For most UC students, including UC Santa Cruz, classes are offered remotely for the first two weeks of the next session, allowing campus to update COVID-19 tests.
For K-12 students, Governor Gavin Newsom announced last week that 6 million free home rapid tests will be sent to California schools and partner groups – enough, he said, for all K-12 students to be screened before returning to the classroom the holiday.
What the government cannot fix, however, is the dramatic increase in mental and emotional problems students of all ages experience.
In the US, college counseling services reported that significantly more students reported struggles with anxiety and depression and other mental / emotional problems. These were pre-pandemic issues; The ongoing surge in Omicron’s COVID-19 variant will only exacerbate the problems.
Mental health is the leading cause of hospitalization for children under the age of 18 in California today. As a national trend reflects, 45% of California teenagers between the ages of 12 and 17 reported having had some recent mental health problems, with nearly a third of them having had serious mental health problems that could affect their academic and social functioning. according to a recent report from the UCLA Center for Health Policy Research.
Absenteeism remains high in many California school districts. More and more children are having thoughts of suicide or appear withdrawn or overly nervous. Behavioral problems are also on the rise, including fights on campus like the one that killed an Aptos High School student early in the school year.
And as with college students, the psychological distress of our young people has been worryingly falling for years. U.S. Surgeon General Vivek H. Murthy noted earlier this month that the proportion of high school students reporting persistent feelings of sadness or hopelessness increased by 40% from 2009 to 2019, and thoughts of suicide increased almost as much.

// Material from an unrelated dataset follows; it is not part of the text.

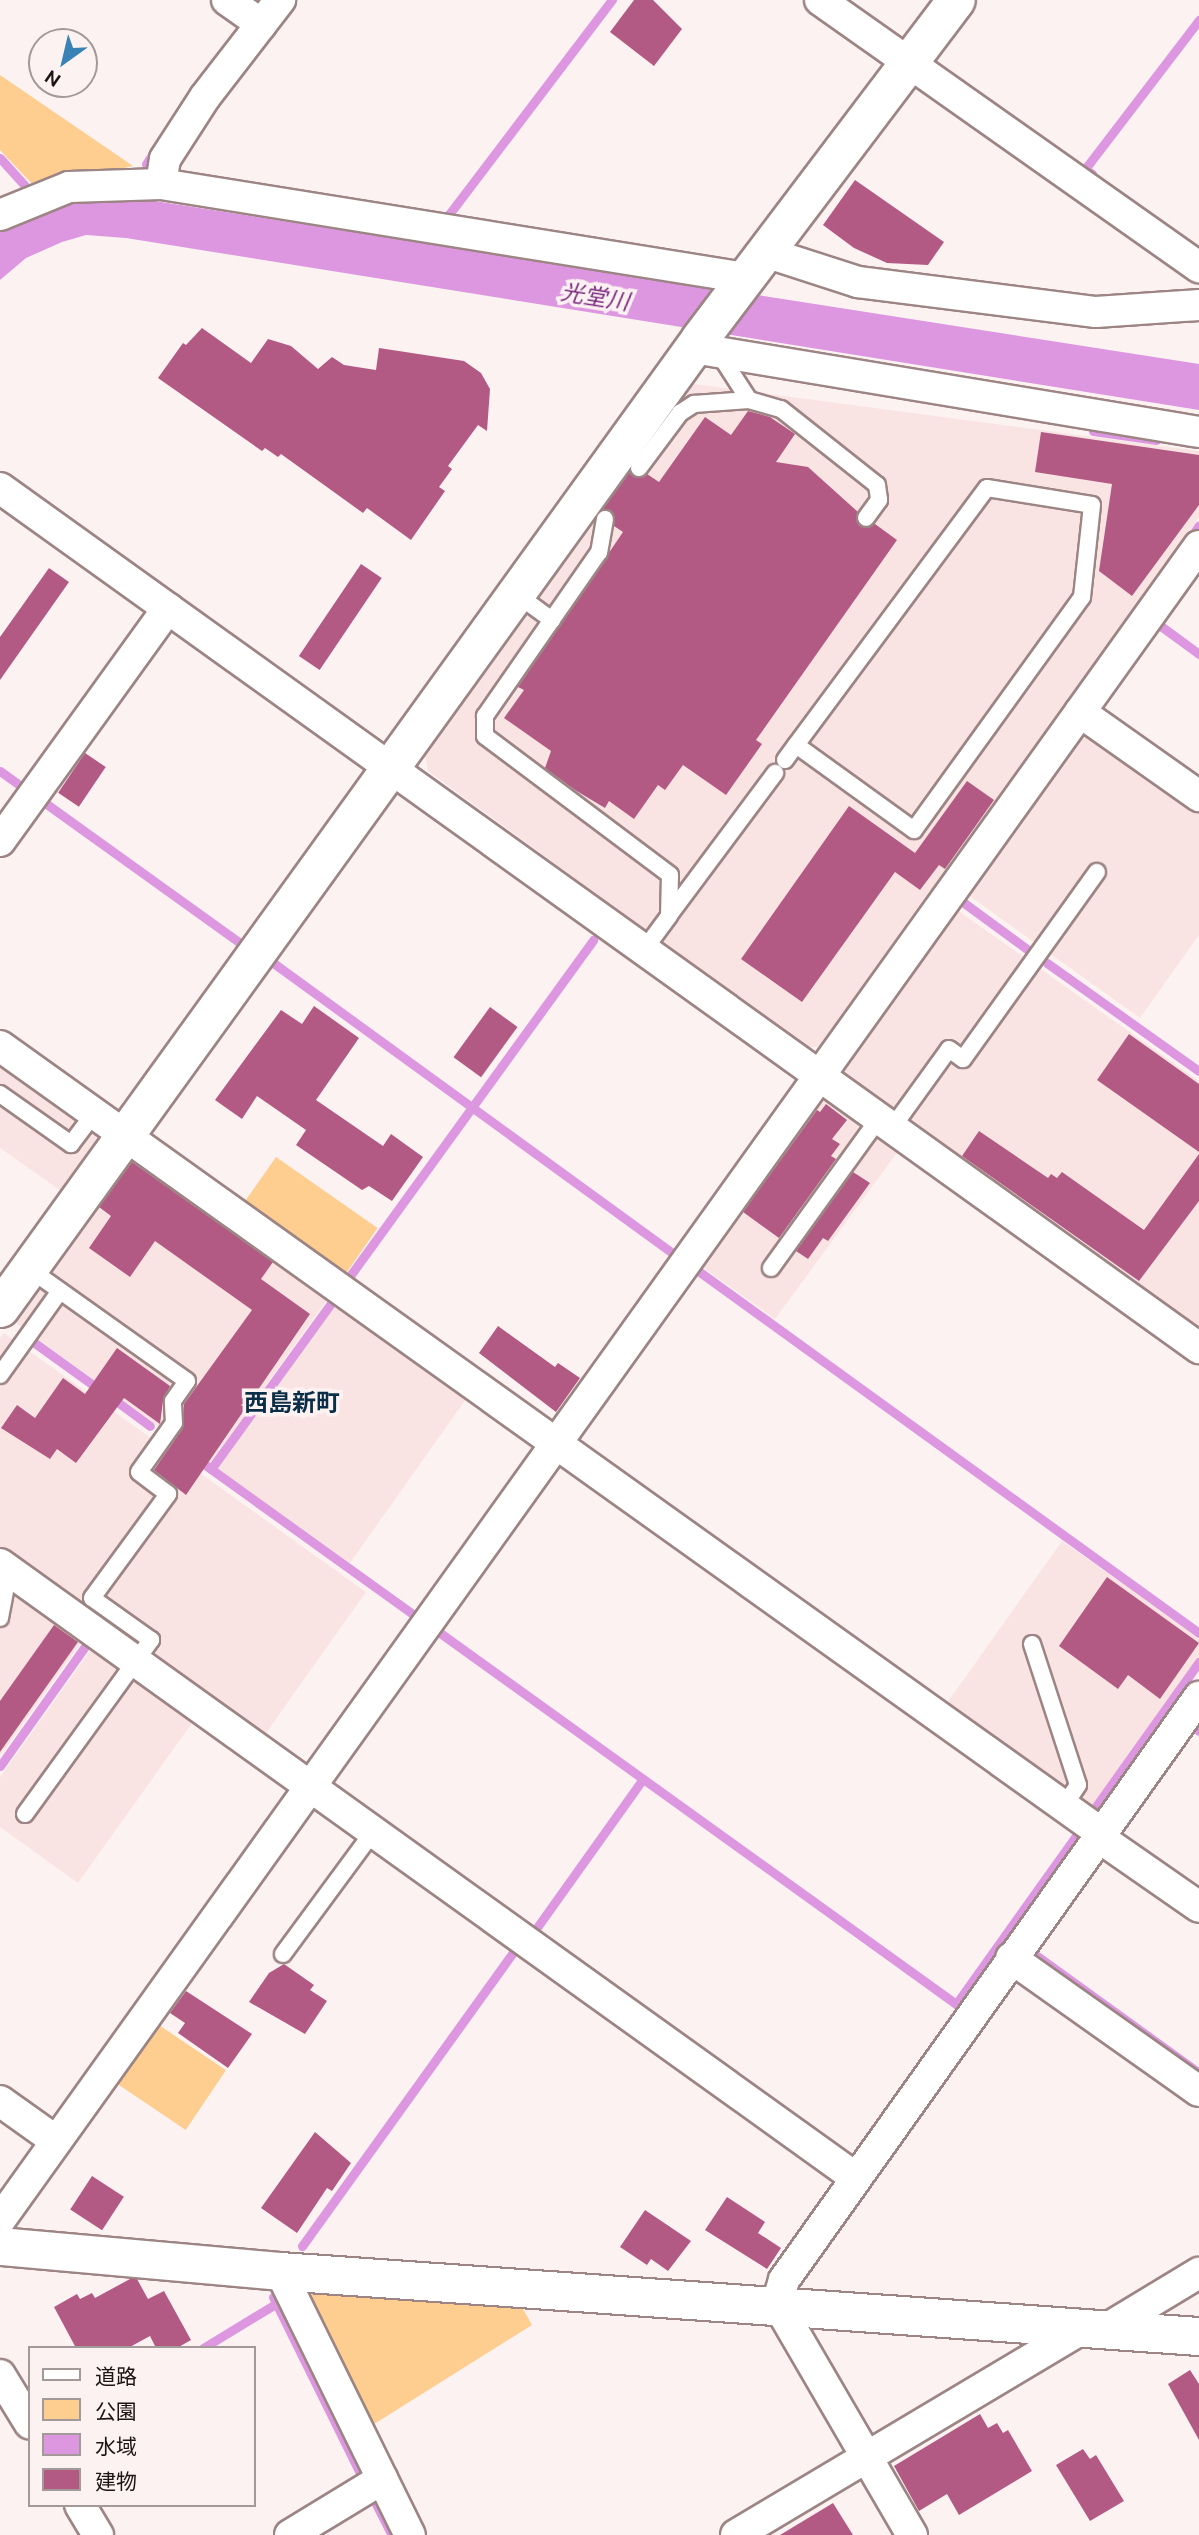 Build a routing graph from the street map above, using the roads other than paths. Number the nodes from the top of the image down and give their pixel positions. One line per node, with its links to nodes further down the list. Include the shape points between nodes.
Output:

The pandemic with forced social isolation and fear of contagion with COVID-19 only made things worse, Murthy said.
The problem is particularly acute with blacks, Latinos and students from poorer families, often in communities that are particularly stressed during the pandemic.
It’s not that schools or state governments are ignoring the harrowing problems. Newsom and state lawmakers invested $ 4.4 billion in the state budget for 2021-22 to improve the state’s behavioral health programs for youth. State health authorities are building a system of routine screening, support and services for emerging and existing mental health needs of all children and adolescents up to the age of 25. However, hiring qualified advisors has so far been problematic. It is now almost impossible for many families to even get an appointment with a qualified therapist or psychiatrist.

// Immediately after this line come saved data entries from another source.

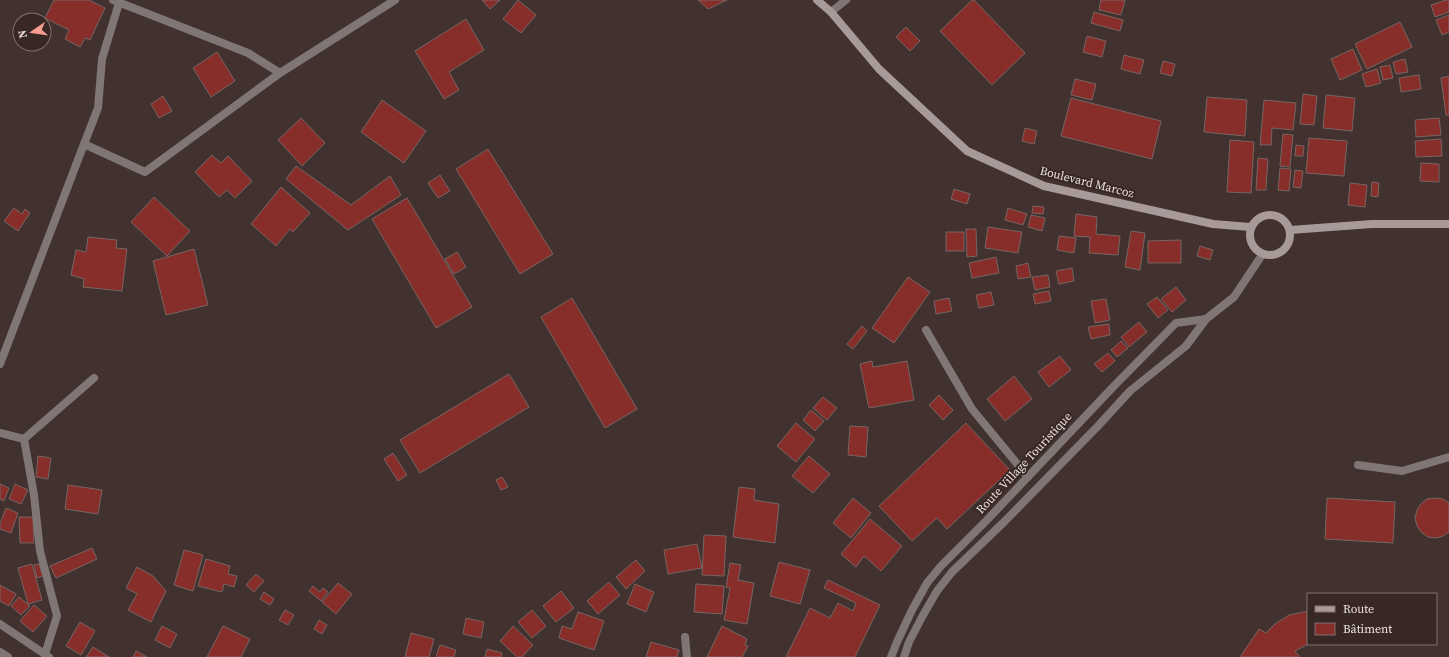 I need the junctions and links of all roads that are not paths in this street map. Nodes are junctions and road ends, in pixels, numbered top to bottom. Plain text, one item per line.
1 (395, 0) edge
2 (817, 0) edge
3 (846, 0) edge
4 (116, 1) edge
5 (831, 12) junction
6 (280, 73) junction
7 (84, 144) junction
8 (1449, 224) edge
9 (1250, 227) junction
10 (1290, 230) junction
11 (1262, 255) junction
12 (1206, 319) junction
13 (926, 330) dead end
14 (0, 364) edge
15 (94, 378) dead end
16 (0, 433) edge
17 (24, 439) junction
18 (1449, 456) edge
19 (1358, 465) dead end
20 (1028, 477) junction
21 (971, 536) junction
22 (980, 545) junction
23 (0, 624) edge
24 (685, 637) dead end
25 (0, 652) edge
26 (47, 655) edge
27 (8, 657) edge
28 (687, 657) edge
29 (891, 657) edge
30 (904, 657) edge

1 - 6 street
2 - 5 main road, Boulevard Marcoz
3 - 5 street
4 - 6 street
4 - 7 street
5 - 9 main road, Boulevard Marcoz
6 - 7 street
7 - 14 street
8 - 10 main road
9 - 10 main road
9 - 11 main road
10 - 11 main road
11 - 12 street
12 - 20 street, Route Village Touristique
12 - 22 street
13 - 20 street
15 - 17 street
16 - 17 street
17 - 26 street
18 - 19 street
20 - 21 street, Route Village Touristique
21 - 22 street
21 - 29 street, Route Village Touristique
22 - 30 street
23 - 26 street
24 - 28 street
25 - 27 street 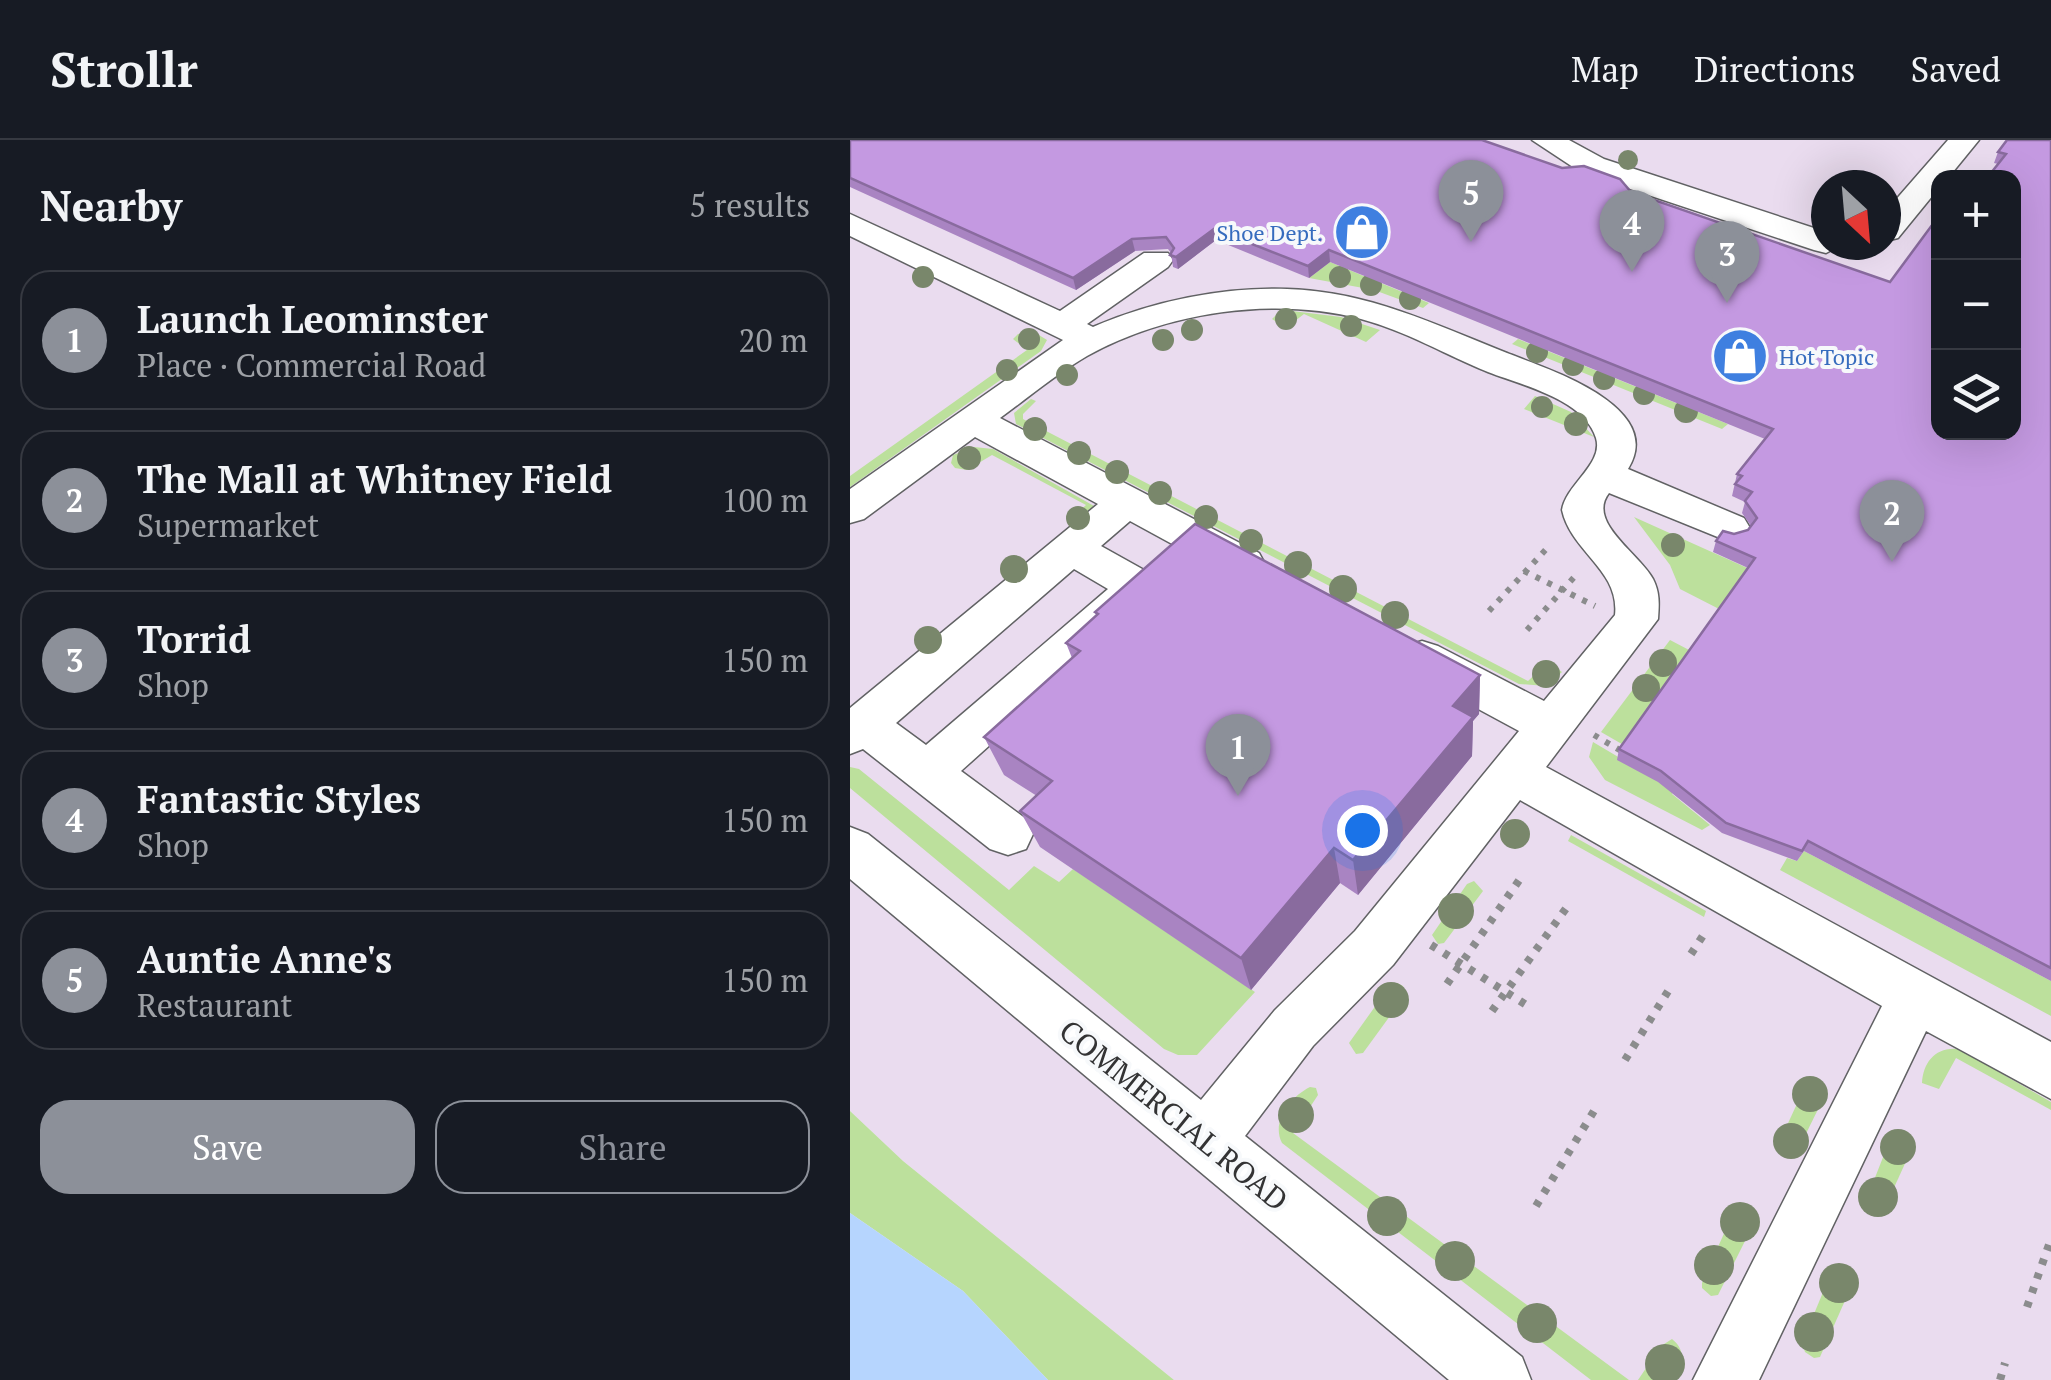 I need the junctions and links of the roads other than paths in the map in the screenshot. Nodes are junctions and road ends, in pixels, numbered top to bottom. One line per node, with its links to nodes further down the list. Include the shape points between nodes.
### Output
1 (1547, 140): 7 (street, via 1593,166)
2 (1964, 140): 3 (street)
3 (1955, 170)
4 (1931, 192): 5 (street)
5 (1901, 218)
6 (850, 224): 9 (street)
7 (1811, 238)
8 (1156, 260): 9 (street)
9 (1078, 332): 10 (street, via 1065,354); 11 (street, via 1242,301 1362,308 1584,402 1617,441 1615,460)
10 (973, 420): 12 (street); 13 (street)
11 (1604, 474): 14 (street); 19 (street, via 1583,500 1582,516 1636,585 1638,608)
12 (1127, 502): 15 (street); 16 (street)
13 (850, 509)
14 (1730, 528)
15 (1072, 550): 18 (street); 20 (street, via 1135,590)
16 (1281, 583)
17 (1383, 637): 19 (street)
18 (857, 730): 20 (street)
19 (1572, 730): 21 (street)
20 (928, 772): 22 (street)
21 (1514, 773): 24 (street); 26 (street, via 1374,948 1294,1028)
22 (1008, 834)
23 (850, 850): 26 (street, COMMERCIAL ROAD)
24 (1915, 996): 25 (street); 28 (street)
25 (2051, 1072)
26 (1206, 1140): 27 (street, COMMERCIAL ROAD)
27 (1499, 1380)
28 (1725, 1380)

There is no one-size-fits-all, simple solution to what children experience.
One area to start in is organized community effort to educate parents and other adults in children’s lives about how to recognize the signs of depression and anxiety, and what resources are available to help children. Schools can establish peer groups to train students to look out for signs of emotional problems and to keep company with children who are hurt or feel alone. Murthy urges parents to watch out for and talk to their children, and urges social media companies to take more safety precautions.
And yes, schools must remain open to face-to-face learning, but the commitment to provide emotional and social support must be community-wide, provide caring and empathetic relationships with injured young people, and work to ensure they are connected to their family, School and community.